Task requirements
Transcribe the stretch of entries below from the line with "M 10,473 L 22,474 L 22,514 L 6,512 Z" through the line with "M 1012,984 L", exactly and with both ends included; leave out all other lines.

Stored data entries
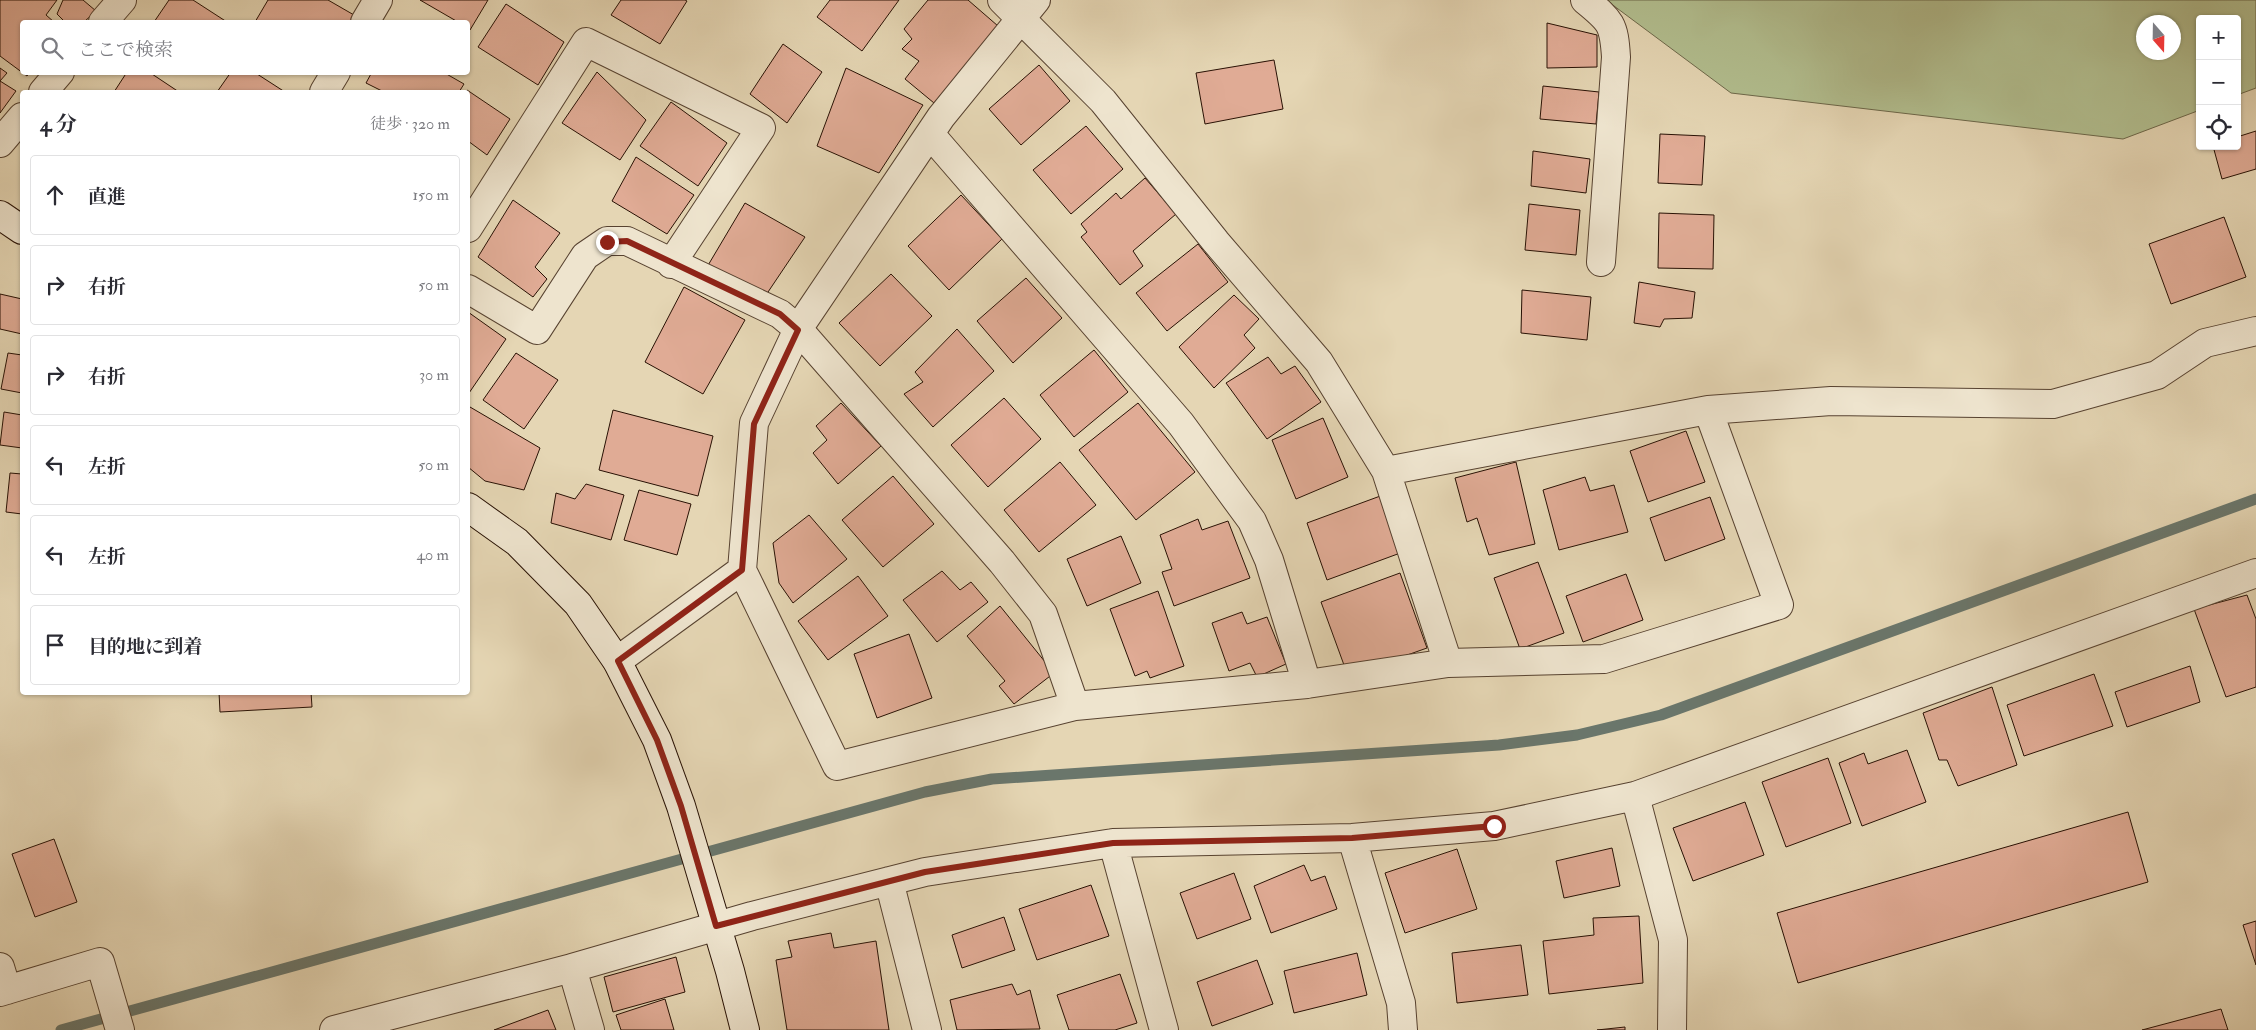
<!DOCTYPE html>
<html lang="ja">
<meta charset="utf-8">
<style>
:root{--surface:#fff;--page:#f2f2f3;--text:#2b2b33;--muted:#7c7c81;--line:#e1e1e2}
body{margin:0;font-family:"IM FELL Double Pica","Noto Serif JP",serif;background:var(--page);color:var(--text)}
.controls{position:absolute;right:15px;top:15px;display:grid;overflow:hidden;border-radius:5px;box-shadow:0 1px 4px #0004}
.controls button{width:45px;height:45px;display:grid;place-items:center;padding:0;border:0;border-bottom:1px solid var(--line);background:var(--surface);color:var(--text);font:25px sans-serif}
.compass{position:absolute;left:2136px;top:15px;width:45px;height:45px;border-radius:50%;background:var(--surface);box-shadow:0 1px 4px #0004;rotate:160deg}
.stop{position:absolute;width:15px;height:15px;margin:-11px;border:4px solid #8f2418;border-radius:50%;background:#fff}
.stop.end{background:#8f2418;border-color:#fff;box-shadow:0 1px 5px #0008}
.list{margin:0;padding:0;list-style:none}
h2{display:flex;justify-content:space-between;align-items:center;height:65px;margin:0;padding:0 20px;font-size:21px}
h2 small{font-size:16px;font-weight:400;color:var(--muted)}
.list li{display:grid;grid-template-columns:32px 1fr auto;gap:15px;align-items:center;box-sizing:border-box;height:80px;margin:0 10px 10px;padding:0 10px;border:1px solid var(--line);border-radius:5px}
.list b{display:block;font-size:19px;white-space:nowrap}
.list em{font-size:16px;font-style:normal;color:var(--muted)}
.icon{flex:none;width:28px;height:28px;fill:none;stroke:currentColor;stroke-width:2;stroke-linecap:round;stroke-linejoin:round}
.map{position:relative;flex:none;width:2256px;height:1030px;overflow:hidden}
.search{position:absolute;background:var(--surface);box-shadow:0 1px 4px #0004;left:20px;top:20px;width:450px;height:55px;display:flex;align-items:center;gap:12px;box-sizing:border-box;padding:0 18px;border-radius:5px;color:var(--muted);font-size:19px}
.panel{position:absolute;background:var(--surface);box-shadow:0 1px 4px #0004;left:20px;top:90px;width:450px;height:605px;border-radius:5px}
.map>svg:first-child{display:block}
.green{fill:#b2be8f;stroke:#6d684a;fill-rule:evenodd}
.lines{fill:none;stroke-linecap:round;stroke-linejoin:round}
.stream{stroke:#6a766b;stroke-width:11}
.building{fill:#e0ab95;stroke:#281104}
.street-casing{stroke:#574230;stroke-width:30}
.secondary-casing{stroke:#281104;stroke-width:30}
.street{stroke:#eee4ce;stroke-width:28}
.secondary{stroke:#eee4ce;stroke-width:28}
.route{stroke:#8f2418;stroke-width:6}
</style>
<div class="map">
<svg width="2256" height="1030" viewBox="0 0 2256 1030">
<rect width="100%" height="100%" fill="#e5d6b4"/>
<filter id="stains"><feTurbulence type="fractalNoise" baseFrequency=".004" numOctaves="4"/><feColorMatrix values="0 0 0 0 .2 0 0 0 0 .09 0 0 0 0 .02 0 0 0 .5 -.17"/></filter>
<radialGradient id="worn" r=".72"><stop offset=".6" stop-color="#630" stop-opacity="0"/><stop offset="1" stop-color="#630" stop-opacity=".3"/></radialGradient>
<path class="green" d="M 1606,0 L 2256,0 L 2256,88 L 2237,95 L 2237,19 L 2200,19 L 2200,110 L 2123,139 L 1731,93 ZM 2144,22 L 2174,22 L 2174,52 L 2144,52 Z"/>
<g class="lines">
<path class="stream" d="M 61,1030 L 925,792 L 992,779 L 1499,745 L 1577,735 L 1661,715 L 2256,499"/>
</g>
<path class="building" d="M 0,0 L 57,0 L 46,15 L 54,22 L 22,22 L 22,72 L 30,72 L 27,76 L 0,56 Z
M 63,0 L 83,0 L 96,11 L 84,22 L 65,22 L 57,14 Z
M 169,0 L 193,0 L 227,22 L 154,22 Z
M 268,0 L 328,0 L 354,15 L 350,22 L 255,22 Z
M 420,0 L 488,0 L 470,30 L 468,28 L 468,22 L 458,22 Z
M 621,0 L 685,0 L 687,1 L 660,44 L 611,15 Z
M 830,0 L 899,0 L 862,51 L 817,17 Z
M 928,0 L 968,0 L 998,26 L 934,103 L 905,79 L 919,61 L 902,49 L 912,39 L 904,29 Z
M 506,4 L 564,42 L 538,85 L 478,47 Z
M 1547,23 L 1597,35 L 1597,67 L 1547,68 Z
M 783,44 L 822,72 L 787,123 L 750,94 Z
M 1274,60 L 1283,109 L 1205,124 L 1196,73 Z
M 1039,65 L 1070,101 L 1021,145 L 989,109 Z
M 0,68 L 7,73 L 0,81 L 16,91 L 0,113 Z
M 846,68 L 923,105 L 879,173 L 817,146 Z
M 127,72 L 149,72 L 179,92 L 114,92 Z
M 231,72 L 254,72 L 285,92 L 217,92 Z
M 372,72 L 443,72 L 464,84 L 459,92 L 384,92 L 366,83 Z
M 597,72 L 646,120 L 620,160 L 562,123 Z
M 1543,86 L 1599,92 L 1596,124 L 1540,119 Z
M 467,90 L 510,119 L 487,155 L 468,141 Z
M 671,102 L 727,143 L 698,186 L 640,146 Z
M 1086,126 L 1123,169 L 1071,214 L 1033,170 Z
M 2256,131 L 2256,169 L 2222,179 L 2213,146 L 2237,146 L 2237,137 Z
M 1660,134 L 1705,136 L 1702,185 L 1658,183 Z
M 1533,151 L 1590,159 L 1586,193 L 1531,186 Z
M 636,157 L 694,195 L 667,234 L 612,201 Z
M 1145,178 L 1176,214 L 1133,251 L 1143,266 L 1120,285 L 1081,237 L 1087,232 L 1081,224 L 1116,193 L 1121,199 Z
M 961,195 L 1002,239 L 949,290 L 908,246 Z
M 513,200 L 560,233 L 535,267 L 547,279 L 533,297 L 478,257 Z
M 745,203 L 805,237 L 766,295 L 707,267 Z
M 1529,204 L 1580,210 L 1576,255 L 1525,250 Z
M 1659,213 L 1714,215 L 1713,269 L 1658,268 Z
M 2224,217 L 2246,277 L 2171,304 L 2149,244 Z
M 1198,244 L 1228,282 L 1167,331 L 1136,293 Z
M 891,274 L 932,316 L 880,366 L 839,323 Z
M 1026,278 L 1062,318 L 1013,363 L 977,321 Z
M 1639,282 L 1695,292 L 1692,318 L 1664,319 L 1660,327 L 1634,323 Z
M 684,287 L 745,320 L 703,394 L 645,362 Z
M 1522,290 L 1591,297 L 1587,340 L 1521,333 Z
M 0,294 L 22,299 L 22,334 L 0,329 Z
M 1234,295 L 1259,319 L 1244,335 L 1255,348 L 1214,388 L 1179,347 Z
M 468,312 L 506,339 L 469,393 L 468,392 Z
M 957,329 L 994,371 L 933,427 L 904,394 L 923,382 L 915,372 Z
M 1094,350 L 1128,392 L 1074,437 L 1040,395 Z
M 8,353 L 22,355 L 22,393 L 1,389 Z
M 516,353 L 558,380 L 524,429 L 483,400 Z
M 1268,357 L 1281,374 L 1295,366 L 1321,402 L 1267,439 L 1226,383 Z
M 1004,398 L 1041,439 L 988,487 L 951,445 Z
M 841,403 L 881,446 L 838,484 L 813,453 L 827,440 L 816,426 Z
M 1138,403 L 1195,472 L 1136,520 L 1079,450 Z
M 470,407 L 540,448 L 524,490 L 485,481 L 468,467 L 468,410 Z
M 613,410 L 713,436 L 698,496 L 599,470 Z
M 4,412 L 22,415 L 22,448 L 0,445 Z
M 1323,418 L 1348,477 L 1296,499 L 1272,440 Z
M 1686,431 L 1705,482 L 1648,502 L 1630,451 Z
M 1060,462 L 1096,505 L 1039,552 L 1004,510 Z
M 1516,462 L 1535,544 L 1489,555 L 1477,518 L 1467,522 L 1455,478 Z
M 10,473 L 22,474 L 22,514 L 6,512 Z
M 893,476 L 934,524 L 883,567 L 842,520 Z
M 1585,477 L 1590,491 L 1614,485 L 1628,532 L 1559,550 L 1543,490 Z
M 586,484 L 624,495 L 611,540 L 551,523 L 556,493 L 575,499 Z
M 639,490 L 691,504 L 677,555 L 624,540 Z
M 1383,495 L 1403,552 L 1327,580 L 1307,523 Z
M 1710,497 L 1725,539 L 1665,561 L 1650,518 Z
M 809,515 L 847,559 L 793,603 L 779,583 L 773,543 Z
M 1198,519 L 1202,530 L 1228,521 L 1250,578 L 1174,606 L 1162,572 L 1172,569 L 1160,535 Z
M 1121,536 L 1141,583 L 1087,606 L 1067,559 Z
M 1538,562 L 1564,633 L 1520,649 L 1494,578 Z
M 942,571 L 960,590 L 971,582 L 988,602 L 937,642 L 903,600 Z
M 1400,573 L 1427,648 L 1348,676 L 1321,602 Z
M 1626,574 L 1643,620 L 1583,642 L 1566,596 Z
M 858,576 L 888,616 L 828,660 L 798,621 Z
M 1158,591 L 1184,666 L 1150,678 L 1147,671 L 1135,676 L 1110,609 Z
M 2247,595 L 2256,619 L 2256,687 L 2226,697 L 2194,609 Z
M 1000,606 L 1054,673 L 1014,704 L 999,686 L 1005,681 L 967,636 Z
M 1242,612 L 1247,624 L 1267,617 L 1286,664 L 1257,677 L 1250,663 L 1229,671 L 1212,623 Z
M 909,634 L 932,698 L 877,718 L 854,654 Z
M 2190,666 L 2200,702 L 2127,727 L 2115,692 Z
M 2094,674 L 2113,726 L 2024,756 L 2007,705 Z
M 1992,687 L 2017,765 L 1958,786 L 1947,760 L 1939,760 L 1923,713 Z
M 219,692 L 311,692 L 312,707 L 220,712 Z
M 1907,750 L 1926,802 L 1862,826 L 1839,763 L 1864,753 L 1868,764 Z
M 1828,758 L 1851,823 L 1786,847 L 1762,782 Z
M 1745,802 L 1764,855 L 1693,881 L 1673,828 Z
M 2128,812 L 2148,882 L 1798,983 L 1777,913 Z
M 54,839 L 77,902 L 35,917 L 12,854 Z
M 1612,848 L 1620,886 L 1564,898 L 1556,861 Z
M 1457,849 L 1477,909 L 1405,933 L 1385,873 Z
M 1304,865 L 1311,881 L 1325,876 L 1337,909 L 1271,933 L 1254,886 Z
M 1234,873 L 1251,919 L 1197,939 L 1180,893 Z
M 1091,885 L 1109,936 L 1037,960 L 1019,909 Z
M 1639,916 L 1643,983 L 1549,994 L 1543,941 L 1594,935 L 1593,918 Z
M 1004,917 L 1015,950 L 962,968 L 952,935 Z
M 2256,921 L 2256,965 L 2243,925 Z
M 831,933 L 834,948 L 876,941 L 889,1030 L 787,1030 L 776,960 L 792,957 L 788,941 Z
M 1521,945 L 1528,995 L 1457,1003 L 1452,953 Z
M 1357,953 L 1367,995 L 1294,1013 L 1284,971 Z
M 676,957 L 685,992 L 613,1012 L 604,977 Z
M 1257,960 L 1273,1004 L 1212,1026 L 1197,982 Z
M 1120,974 L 1137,1023 L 1115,1030 L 1069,1030 L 1057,995 Z
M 1012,984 L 1017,995 L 1030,990 L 1040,1029 L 957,1030 L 950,1000 Z
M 665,999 L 674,1030 L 621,1030 L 616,1015 Z
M 2221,1009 L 2228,1030 L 2142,1030 Z
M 548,1010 L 556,1030 L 494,1030 Z
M 1625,1027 L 1625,1030 L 1597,1030 Z"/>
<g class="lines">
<defs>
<path id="street" d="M 1585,0 C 1611,21 1614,24 1616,57 L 1601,262
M 103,22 L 122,0
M 365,22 L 378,0
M 43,92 L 60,72
M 324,92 L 336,72
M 930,134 L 1181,424 L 1252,521 L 1269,560 L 1307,684
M 0,143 L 22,117
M 468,228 L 586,42 L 761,128 L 671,264
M 468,289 L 537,330 L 585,256 L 607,241 L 627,241 L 780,314 L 798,329 L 1002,562 L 1043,614 L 1075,706
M 1708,410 L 1831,401 L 2053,404 L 2157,375 L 2205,343 L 2256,331
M 1386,471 L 1448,663
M 742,570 L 837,766 L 1075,706 L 1307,684 L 1448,663 L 1604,659 L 1779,605 L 1708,410 L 1386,471 L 1319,362 L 1216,242 L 1103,101 L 1002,0
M 617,661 L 742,570 L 754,423 L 798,329 L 941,117 L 1036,0
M 1635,796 L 1673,940 L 1672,1030
M 1352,838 L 1401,1003 L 1403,1030
M 1113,843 L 1164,1030
M 889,881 L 927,1030
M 0,967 L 7,990
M 572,968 L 590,1030
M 0,992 L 100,962 L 120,1030
M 334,1030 L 572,968 L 752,916 L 925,872 L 1113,843 L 1352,838 L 1494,826 L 1635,796 L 2256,573"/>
<path id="secondary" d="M 0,215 L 22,230
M 468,507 L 517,542 L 578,604 L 617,661 L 657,740 L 681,806 L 730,971 L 745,1030"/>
</defs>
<use href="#street" class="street-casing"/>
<use href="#secondary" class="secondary-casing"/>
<use href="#street" class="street"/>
<use href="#secondary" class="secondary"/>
</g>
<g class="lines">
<path class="route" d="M 607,242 L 627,241 L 780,314 L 798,330 L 754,424 L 742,570 L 618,661 L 657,740 L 681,806 L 716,926 L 925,872 L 1113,843 L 1352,838 L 1494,826"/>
</g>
<rect width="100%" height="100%" filter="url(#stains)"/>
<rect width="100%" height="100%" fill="url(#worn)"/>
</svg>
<div class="controls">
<button>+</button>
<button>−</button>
<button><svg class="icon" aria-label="locate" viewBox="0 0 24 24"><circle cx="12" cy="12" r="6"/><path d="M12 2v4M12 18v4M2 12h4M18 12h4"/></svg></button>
</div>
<svg class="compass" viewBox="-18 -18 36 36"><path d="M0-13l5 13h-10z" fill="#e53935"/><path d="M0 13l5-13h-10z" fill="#7c7c81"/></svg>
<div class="stop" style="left:1494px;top:826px"></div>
<div class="stop end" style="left:607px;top:242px"></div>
<div class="search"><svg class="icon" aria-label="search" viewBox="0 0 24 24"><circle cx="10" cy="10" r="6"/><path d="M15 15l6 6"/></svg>ここで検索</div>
<section class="panel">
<h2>4 分<small>徒歩 · 320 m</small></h2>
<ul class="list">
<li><svg class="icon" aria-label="ahead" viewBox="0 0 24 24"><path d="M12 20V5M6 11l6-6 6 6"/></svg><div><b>直進</b></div><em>150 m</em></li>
<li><svg class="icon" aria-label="right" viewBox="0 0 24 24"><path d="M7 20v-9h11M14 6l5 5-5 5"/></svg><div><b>右折</b></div><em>50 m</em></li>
<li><svg class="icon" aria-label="right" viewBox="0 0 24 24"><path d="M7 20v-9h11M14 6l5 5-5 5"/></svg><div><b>右折</b></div><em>30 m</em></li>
<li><svg class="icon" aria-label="left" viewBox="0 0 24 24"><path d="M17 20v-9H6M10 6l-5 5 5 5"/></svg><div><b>左折</b></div><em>50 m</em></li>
<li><svg class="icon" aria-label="left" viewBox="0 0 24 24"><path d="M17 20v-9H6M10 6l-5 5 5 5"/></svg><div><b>左折</b></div><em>40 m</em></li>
<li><svg class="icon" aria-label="arrive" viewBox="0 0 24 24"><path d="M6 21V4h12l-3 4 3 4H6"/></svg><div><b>目的地に到着</b></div></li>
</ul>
</section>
</div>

Task output
M 10,473 L 22,474 L 22,514 L 6,512 Z
M 893,476 L 934,524 L 883,567 L 842,520 Z
M 1585,477 L 1590,491 L 1614,485 L 1628,532 L 1559,550 L 1543,490 Z
M 586,484 L 624,495 L 611,540 L 551,523 L 556,493 L 575,499 Z
M 639,490 L 691,504 L 677,555 L 624,540 Z
M 1383,495 L 1403,552 L 1327,580 L 1307,523 Z
M 1710,497 L 1725,539 L 1665,561 L 1650,518 Z
M 809,515 L 847,559 L 793,603 L 779,583 L 773,543 Z
M 1198,519 L 1202,530 L 1228,521 L 1250,578 L 1174,606 L 1162,572 L 1172,569 L 1160,535 Z
M 1121,536 L 1141,583 L 1087,606 L 1067,559 Z
M 1538,562 L 1564,633 L 1520,649 L 1494,578 Z
M 942,571 L 960,590 L 971,582 L 988,602 L 937,642 L 903,600 Z
M 1400,573 L 1427,648 L 1348,676 L 1321,602 Z
M 1626,574 L 1643,620 L 1583,642 L 1566,596 Z
M 858,576 L 888,616 L 828,660 L 798,621 Z
M 1158,591 L 1184,666 L 1150,678 L 1147,671 L 1135,676 L 1110,609 Z
M 2247,595 L 2256,619 L 2256,687 L 2226,697 L 2194,609 Z
M 1000,606 L 1054,673 L 1014,704 L 999,686 L 1005,681 L 967,636 Z
M 1242,612 L 1247,624 L 1267,617 L 1286,664 L 1257,677 L 1250,663 L 1229,671 L 1212,623 Z
M 909,634 L 932,698 L 877,718 L 854,654 Z
M 2190,666 L 2200,702 L 2127,727 L 2115,692 Z
M 2094,674 L 2113,726 L 2024,756 L 2007,705 Z
M 1992,687 L 2017,765 L 1958,786 L 1947,760 L 1939,760 L 1923,713 Z
M 219,692 L 311,692 L 312,707 L 220,712 Z
M 1907,750 L 1926,802 L 1862,826 L 1839,763 L 1864,753 L 1868,764 Z
M 1828,758 L 1851,823 L 1786,847 L 1762,782 Z
M 1745,802 L 1764,855 L 1693,881 L 1673,828 Z
M 2128,812 L 2148,882 L 1798,983 L 1777,913 Z
M 54,839 L 77,902 L 35,917 L 12,854 Z
M 1612,848 L 1620,886 L 1564,898 L 1556,861 Z
M 1457,849 L 1477,909 L 1405,933 L 1385,873 Z
M 1304,865 L 1311,881 L 1325,876 L 1337,909 L 1271,933 L 1254,886 Z
M 1234,873 L 1251,919 L 1197,939 L 1180,893 Z
M 1091,885 L 1109,936 L 1037,960 L 1019,909 Z
M 1639,916 L 1643,983 L 1549,994 L 1543,941 L 1594,935 L 1593,918 Z
M 1004,917 L 1015,950 L 962,968 L 952,935 Z
M 2256,921 L 2256,965 L 2243,925 Z
M 831,933 L 834,948 L 876,941 L 889,1030 L 787,1030 L 776,960 L 792,957 L 788,941 Z
M 1521,945 L 1528,995 L 1457,1003 L 1452,953 Z
M 1357,953 L 1367,995 L 1294,1013 L 1284,971 Z
M 676,957 L 685,992 L 613,1012 L 604,977 Z
M 1257,960 L 1273,1004 L 1212,1026 L 1197,982 Z
M 1120,974 L 1137,1023 L 1115,1030 L 1069,1030 L 1057,995 Z
M 1012,984 L 1017,995 L 1030,990 L 1040,1029 L 957,1030 L 950,1000 Z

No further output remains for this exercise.